Entries provided:
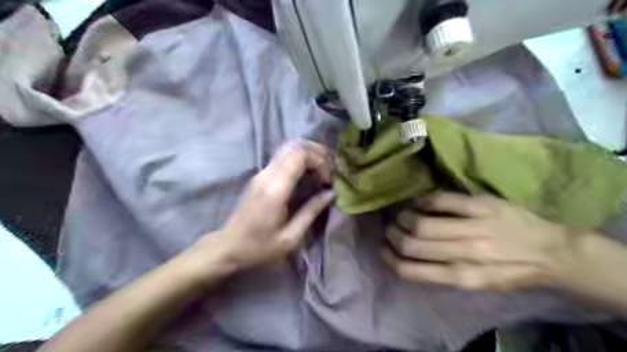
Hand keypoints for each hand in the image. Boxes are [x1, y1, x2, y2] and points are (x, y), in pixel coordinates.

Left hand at [195, 138, 331, 276]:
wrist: (227, 247)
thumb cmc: (258, 247)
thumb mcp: (290, 237)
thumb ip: (311, 212)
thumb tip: (330, 193)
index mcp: (275, 188)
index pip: (300, 155)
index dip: (319, 161)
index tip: (328, 180)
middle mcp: (267, 174)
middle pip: (295, 145)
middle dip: (317, 153)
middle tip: (329, 171)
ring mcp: (261, 173)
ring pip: (288, 148)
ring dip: (308, 154)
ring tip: (321, 171)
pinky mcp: (260, 176)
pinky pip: (283, 157)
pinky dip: (299, 159)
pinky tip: (308, 174)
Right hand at [379, 192, 574, 291]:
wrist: (552, 252)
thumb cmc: (510, 270)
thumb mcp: (478, 283)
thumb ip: (443, 272)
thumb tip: (407, 256)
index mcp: (463, 277)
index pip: (412, 270)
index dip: (391, 259)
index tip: (384, 250)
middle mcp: (465, 255)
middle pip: (412, 244)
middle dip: (393, 236)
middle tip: (391, 230)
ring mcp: (474, 228)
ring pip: (421, 222)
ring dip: (403, 218)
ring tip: (401, 216)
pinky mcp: (482, 206)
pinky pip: (440, 201)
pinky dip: (422, 202)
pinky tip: (419, 203)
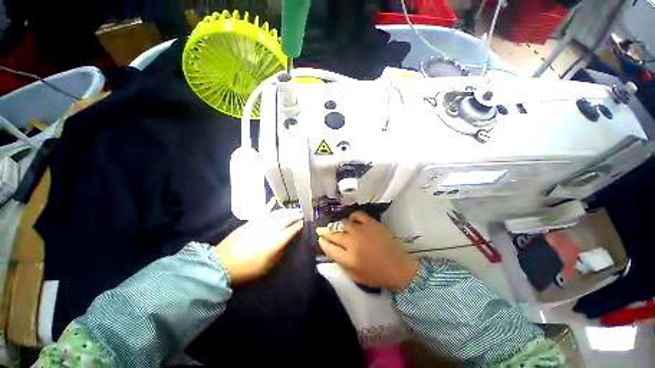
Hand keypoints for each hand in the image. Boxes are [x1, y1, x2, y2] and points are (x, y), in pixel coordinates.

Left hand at [215, 209, 302, 284]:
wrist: (222, 264)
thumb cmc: (247, 268)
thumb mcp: (266, 266)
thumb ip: (278, 252)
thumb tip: (286, 241)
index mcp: (271, 245)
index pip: (288, 232)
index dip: (296, 227)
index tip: (302, 223)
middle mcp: (265, 233)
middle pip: (283, 221)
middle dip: (293, 216)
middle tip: (300, 214)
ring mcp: (257, 225)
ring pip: (275, 215)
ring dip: (285, 212)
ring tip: (292, 210)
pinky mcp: (250, 222)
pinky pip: (263, 212)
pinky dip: (270, 207)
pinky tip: (274, 202)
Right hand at [316, 211, 417, 291]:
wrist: (398, 267)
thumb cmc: (377, 275)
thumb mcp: (355, 277)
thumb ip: (342, 264)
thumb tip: (332, 250)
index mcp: (349, 259)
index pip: (329, 248)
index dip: (322, 243)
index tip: (320, 240)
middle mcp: (353, 243)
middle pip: (333, 234)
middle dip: (324, 232)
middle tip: (320, 230)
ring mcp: (363, 231)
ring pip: (342, 224)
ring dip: (335, 225)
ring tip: (333, 226)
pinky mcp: (372, 223)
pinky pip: (357, 215)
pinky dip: (352, 217)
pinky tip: (351, 221)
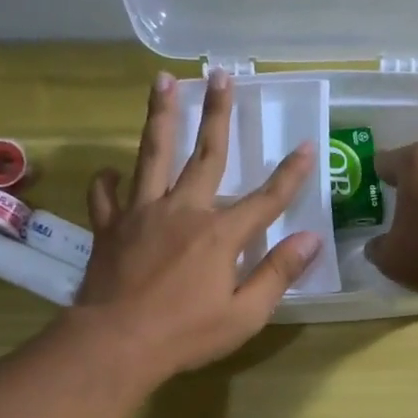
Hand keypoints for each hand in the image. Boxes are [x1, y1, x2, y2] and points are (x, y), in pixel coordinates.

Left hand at [75, 70, 320, 375]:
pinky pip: (106, 196)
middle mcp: (182, 211)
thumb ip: (278, 274)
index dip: (290, 174)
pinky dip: (108, 181)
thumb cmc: (186, 335)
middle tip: (220, 74)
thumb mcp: (245, 315)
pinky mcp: (110, 227)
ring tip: (162, 81)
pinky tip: (110, 171)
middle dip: (218, 114)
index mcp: (220, 234)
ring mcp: (141, 214)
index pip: (265, 199)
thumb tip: (311, 239)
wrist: (116, 344)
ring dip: (161, 116)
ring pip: (153, 155)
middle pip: (206, 155)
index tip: (307, 146)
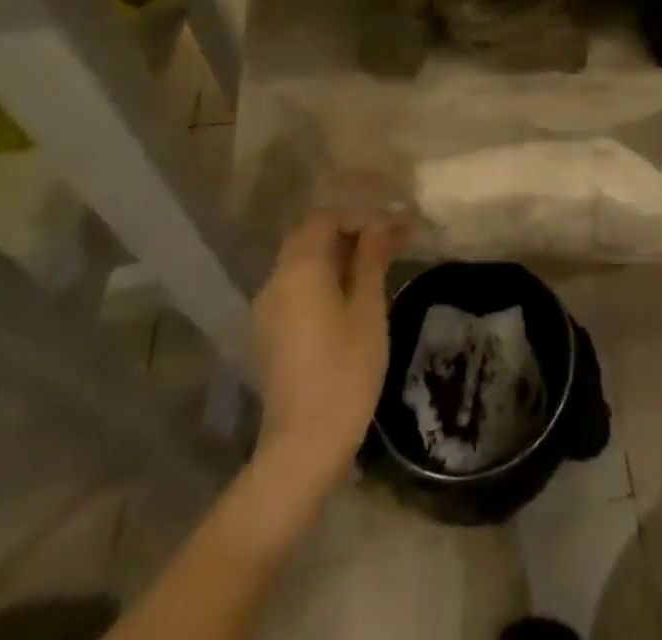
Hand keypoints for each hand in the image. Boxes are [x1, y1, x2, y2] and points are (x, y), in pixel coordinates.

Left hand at [251, 210, 407, 493]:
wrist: (304, 445)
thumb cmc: (345, 369)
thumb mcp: (368, 307)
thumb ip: (371, 259)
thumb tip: (382, 225)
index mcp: (298, 268)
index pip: (325, 219)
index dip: (361, 216)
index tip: (395, 229)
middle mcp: (275, 281)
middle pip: (310, 237)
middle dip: (349, 232)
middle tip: (388, 242)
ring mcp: (267, 310)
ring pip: (302, 263)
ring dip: (337, 255)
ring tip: (377, 265)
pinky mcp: (269, 334)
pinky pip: (296, 288)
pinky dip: (323, 279)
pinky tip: (352, 295)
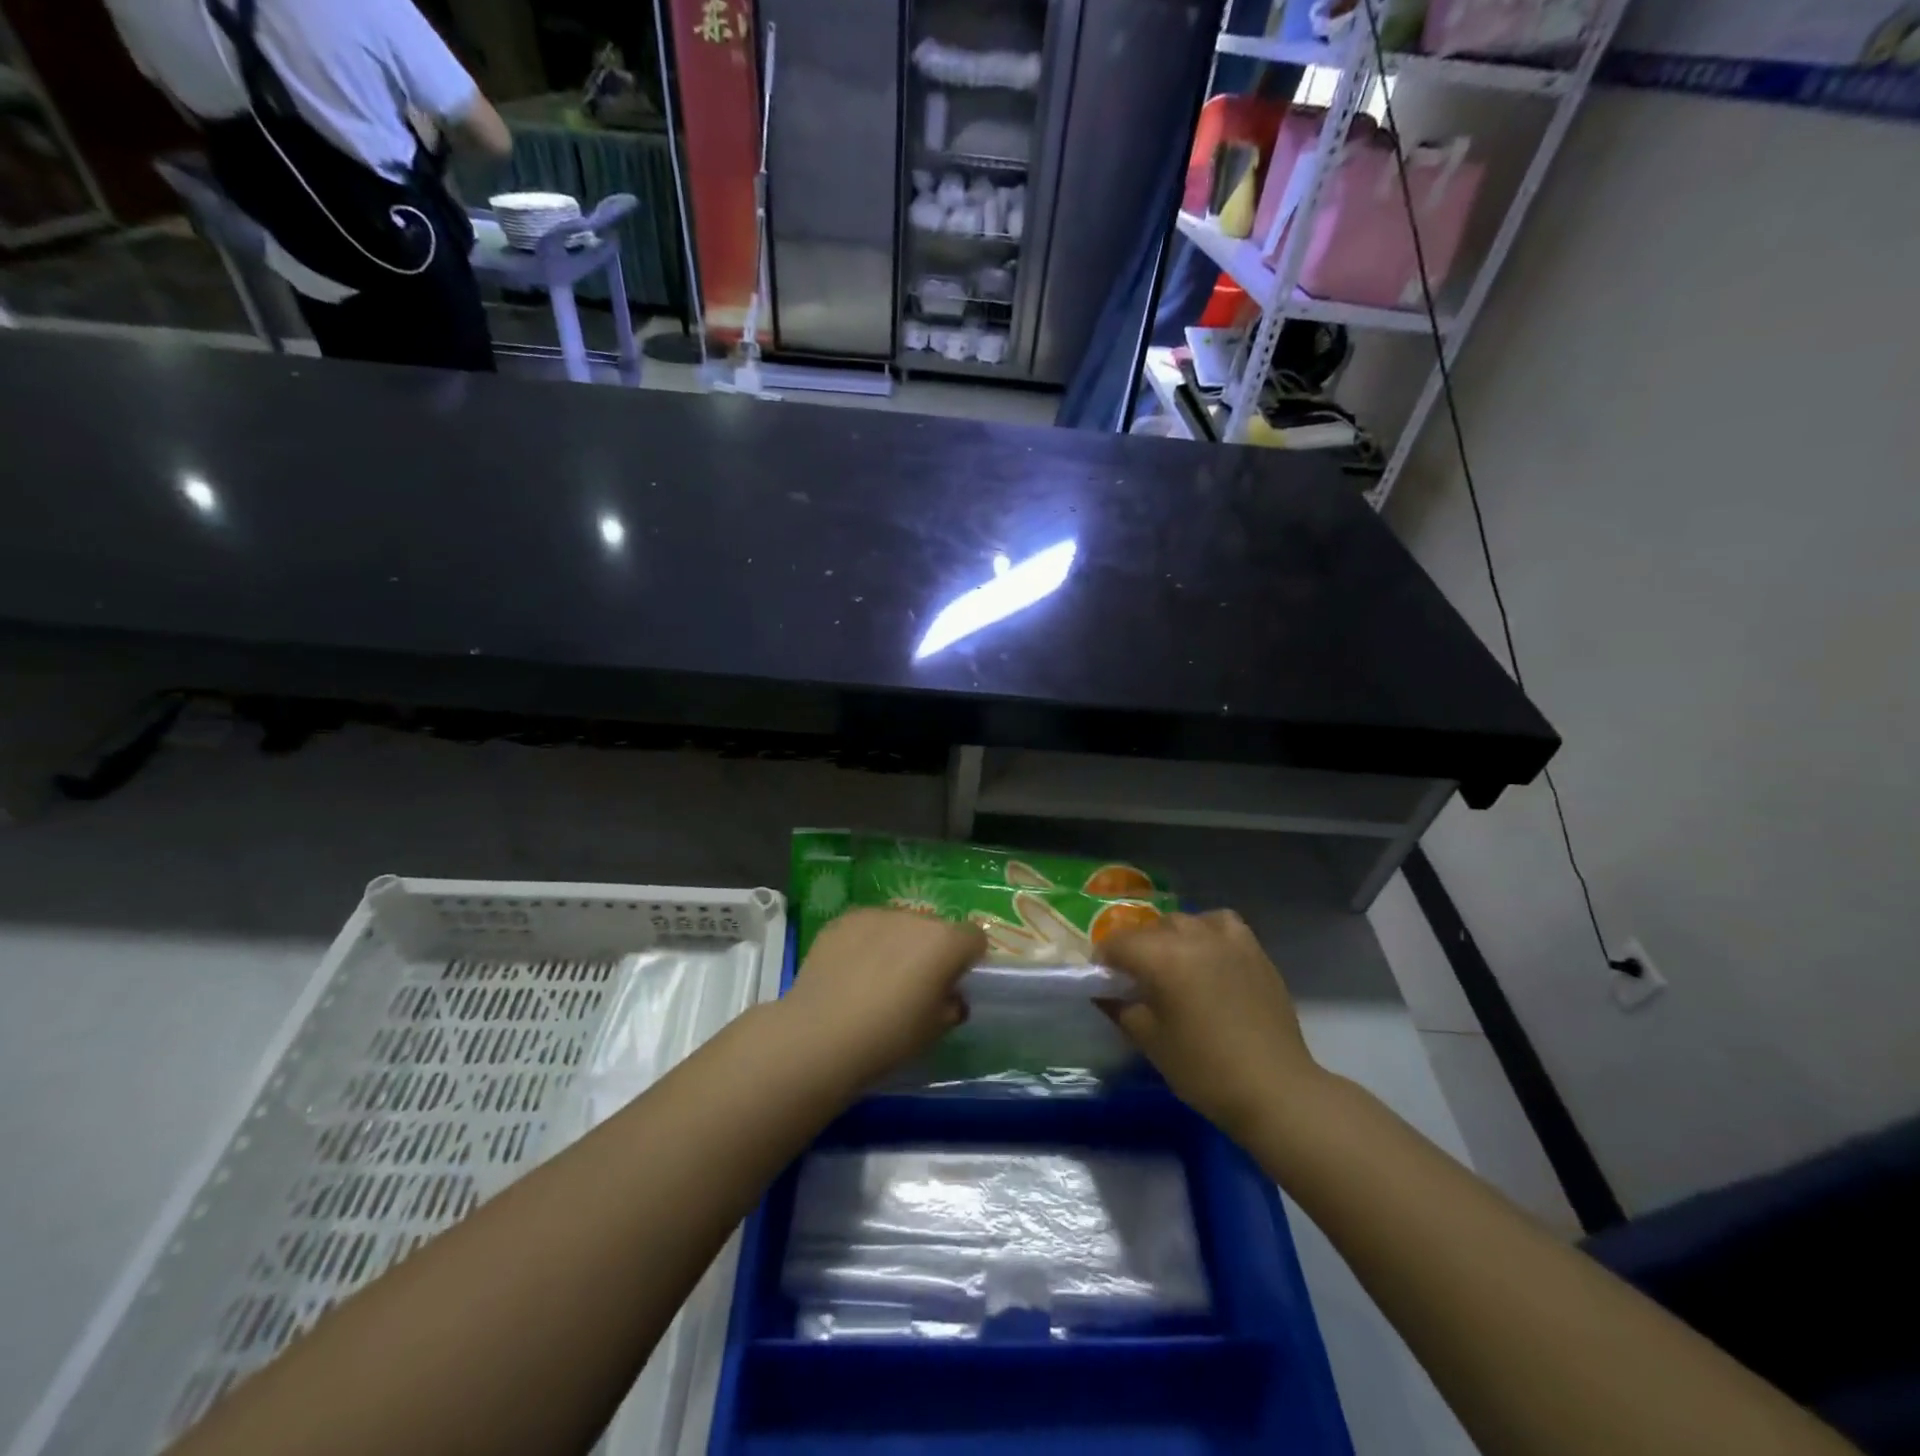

What the exercise asks: What is needed is every record above printed exactly, with no pictures.

Output of the exercise:
Hand keypoints for each hand in the image. Boxes are [x1, y1, x2, y2] and points are (x, y), in pixel coordinates.

Left hand at [195, 138, 331, 276]:
wrist: (227, 247)
thumb cmc: (258, 247)
thumb mcp: (290, 237)
thumb ip: (311, 212)
thumb tip: (330, 193)
index mcp: (275, 188)
index pip: (300, 155)
index dip: (319, 161)
index tip: (328, 180)
middle mcp: (267, 174)
middle pip: (295, 145)
middle dip: (317, 153)
middle tip: (329, 171)
ring mcp: (261, 173)
ring pip: (288, 148)
ring dip: (308, 154)
ring tip: (321, 171)
pinky mcp: (260, 176)
pinky pip: (283, 157)
pinky dip: (299, 159)
pinky tip: (308, 174)
Right hand at [379, 192, 574, 291]:
wrist: (552, 252)
thumb cmc: (510, 270)
thumb mcp: (478, 283)
thumb ip: (443, 272)
thumb tip: (407, 256)
index mcp: (463, 277)
index pip: (412, 270)
index dip: (391, 259)
index tip: (384, 250)
middle mcp: (465, 255)
middle pip: (412, 244)
middle dip: (393, 236)
middle tip: (391, 230)
ring mcp: (474, 228)
ring pip: (421, 222)
ring dip: (403, 218)
ring tip: (401, 216)
pinky mcp: (482, 206)
pinky pip: (440, 201)
pinky dip: (422, 202)
pinky tip: (419, 203)
Hand keypoints for each hand in the image. Boxes are [x1, y1, x2, y2] and points are (x, y), in pixel coordinates.

Left hand at [215, 209, 302, 284]:
wrist: (222, 264)
thumb cmc: (247, 268)
thumb mcp: (266, 266)
thumb ip: (278, 252)
thumb tip: (286, 241)
index mcp: (271, 245)
index pip: (288, 232)
index dip: (296, 227)
index tip: (302, 223)
middle mcp: (265, 233)
middle pip: (283, 221)
middle dip: (293, 216)
middle tip: (300, 214)
ring mcp: (257, 225)
ring pip: (275, 215)
ring dip: (285, 212)
ring tip: (292, 210)
pinky mcp: (250, 222)
pinky pip: (263, 212)
pinky dip: (270, 207)
pinky tip: (274, 202)
Right hand at [316, 211, 417, 291]:
wrist: (398, 267)
thumb cmc: (377, 275)
thumb mcp: (355, 277)
thumb ip: (342, 264)
thumb tip: (332, 250)
index mcp: (349, 259)
index pip: (329, 248)
index dip: (322, 243)
index tip: (320, 240)
middle mcp: (353, 243)
middle pip: (333, 234)
middle dip: (324, 232)
middle tip: (320, 230)
ring mcp: (363, 231)
ring pip: (342, 224)
ring dip: (335, 225)
ring tip: (333, 226)
pinky mcp: (372, 223)
pinky pip: (357, 215)
pinky dip: (352, 217)
pinky tip: (351, 221)
Hand keypoints for each hand in the image. Boxes are [x1, y1, x2, y2] and points are (x, y), in pixel coordinates.

Left hand at [75, 70, 320, 375]:
pinky pip: (106, 196)
middle mcp: (182, 211)
thumb ip: (278, 274)
index dip: (290, 174)
pinky dip: (108, 181)
thumb cmc: (186, 335)
middle tip: (220, 74)
thumb mcp: (245, 315)
pinky mcp: (110, 227)
ring tip: (162, 81)
pinky tip: (110, 171)
middle dip: (218, 114)
index mcp: (220, 234)
ring mcp: (141, 214)
index pip: (265, 199)
thumb tip: (311, 239)
wrist: (116, 344)
ring dip: (161, 116)
ring pip: (153, 155)
middle pip: (206, 155)
index tip: (307, 146)
Hand keypoints for each hand in the image. Boxes are [x1, y1, x2, y2] and points are (x, y), in pixel coordinates.

Left hand at [251, 210, 407, 493]:
wrist: (304, 445)
thumb cmc: (345, 369)
thumb mcp: (368, 307)
thumb ip: (371, 259)
thumb tip: (382, 225)
index mcp: (298, 268)
index pip: (325, 219)
index dip: (361, 216)
index tip: (395, 229)
middle mcp: (275, 281)
middle pip: (310, 237)
middle dip: (349, 232)
middle tip: (388, 242)
ring mcp: (267, 310)
ring pip: (302, 263)
ring dip: (337, 255)
ring tip: (377, 265)
pinky mcp: (269, 334)
pinky pip: (296, 288)
pinky dip: (323, 279)
pinky tip: (352, 295)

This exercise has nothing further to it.